O.C.W. Taylor, the founding editor, graduated from Wiley College and Columbia University. He spent 42 years in the public school system as a teacher and administrator. He left The Louisiana Weekly in 1927 to pursue a multifaceted media career. Taylor ran a public relations firm, he was the first Black radio and television personality, he was the state agent and reporter for the Pittsburgh Courier and Chicago Defender, a representative for the ANP; a JET magazine correspondent for 20 years and the publisher of Crescent City Pictorial.
C.C. Dejoie Jr. and Henry Baxter Dejoie Sr. – C.C. Sr.’s sons – took over operations of The Louisiana Weekly in 1970. In the mid-1980s C.C. Dejoie Jr.’s son, Michael, assumed editorial duties. In the 1990s, Henry Sr.’s daughter, Renette and her husband, the late James Hall, got involved in the newspaper’s operations. She worked on the editorial side and James handled distribution and subscriptions. Dejoie-Hall’s younger brother, Bertel Dejoie managed the business affairs of the newspaper.

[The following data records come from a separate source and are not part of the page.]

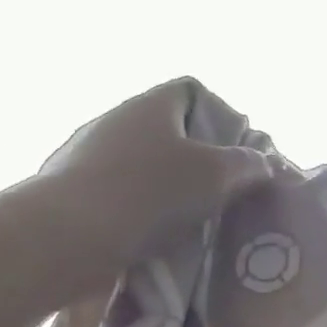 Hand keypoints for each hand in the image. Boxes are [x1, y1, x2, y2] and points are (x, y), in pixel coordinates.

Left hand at [28, 78, 273, 288]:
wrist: (64, 237)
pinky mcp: (68, 188)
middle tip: (216, 191)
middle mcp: (115, 119)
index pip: (191, 90)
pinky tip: (146, 235)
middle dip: (194, 159)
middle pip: (167, 129)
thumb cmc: (149, 194)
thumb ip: (246, 166)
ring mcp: (86, 153)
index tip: (232, 153)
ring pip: (140, 162)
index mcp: (150, 104)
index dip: (219, 115)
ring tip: (184, 221)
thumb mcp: (215, 177)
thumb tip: (262, 163)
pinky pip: (115, 190)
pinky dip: (134, 207)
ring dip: (164, 186) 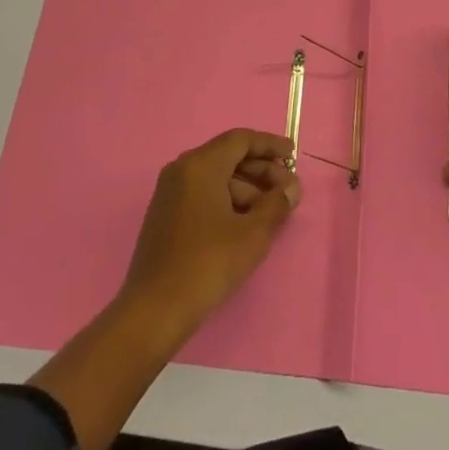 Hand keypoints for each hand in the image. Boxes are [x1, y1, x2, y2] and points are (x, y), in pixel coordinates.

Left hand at [120, 128, 300, 342]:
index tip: (293, 156)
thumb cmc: (208, 263)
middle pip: (228, 156)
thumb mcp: (252, 234)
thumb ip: (276, 204)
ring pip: (216, 177)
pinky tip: (246, 222)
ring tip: (272, 211)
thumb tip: (292, 188)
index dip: (270, 145)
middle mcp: (182, 169)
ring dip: (247, 188)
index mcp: (200, 164)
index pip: (241, 140)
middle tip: (288, 189)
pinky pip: (203, 193)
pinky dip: (227, 200)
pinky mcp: (165, 214)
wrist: (154, 309)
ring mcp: (170, 192)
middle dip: (261, 170) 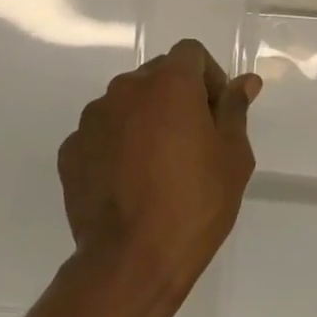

Today, Renette Dejoie-Hall and her son Christopher D. Hall continue the legacy and mission of the newspaper.
“As long as we see racial injustice, economic exploitation, public corruption, unconstitutional policing and other practices and policies that violate the human and constitutional rights of men, women and children, we will continue to fight the good fight,” Renette Dejoie-Hall affirms.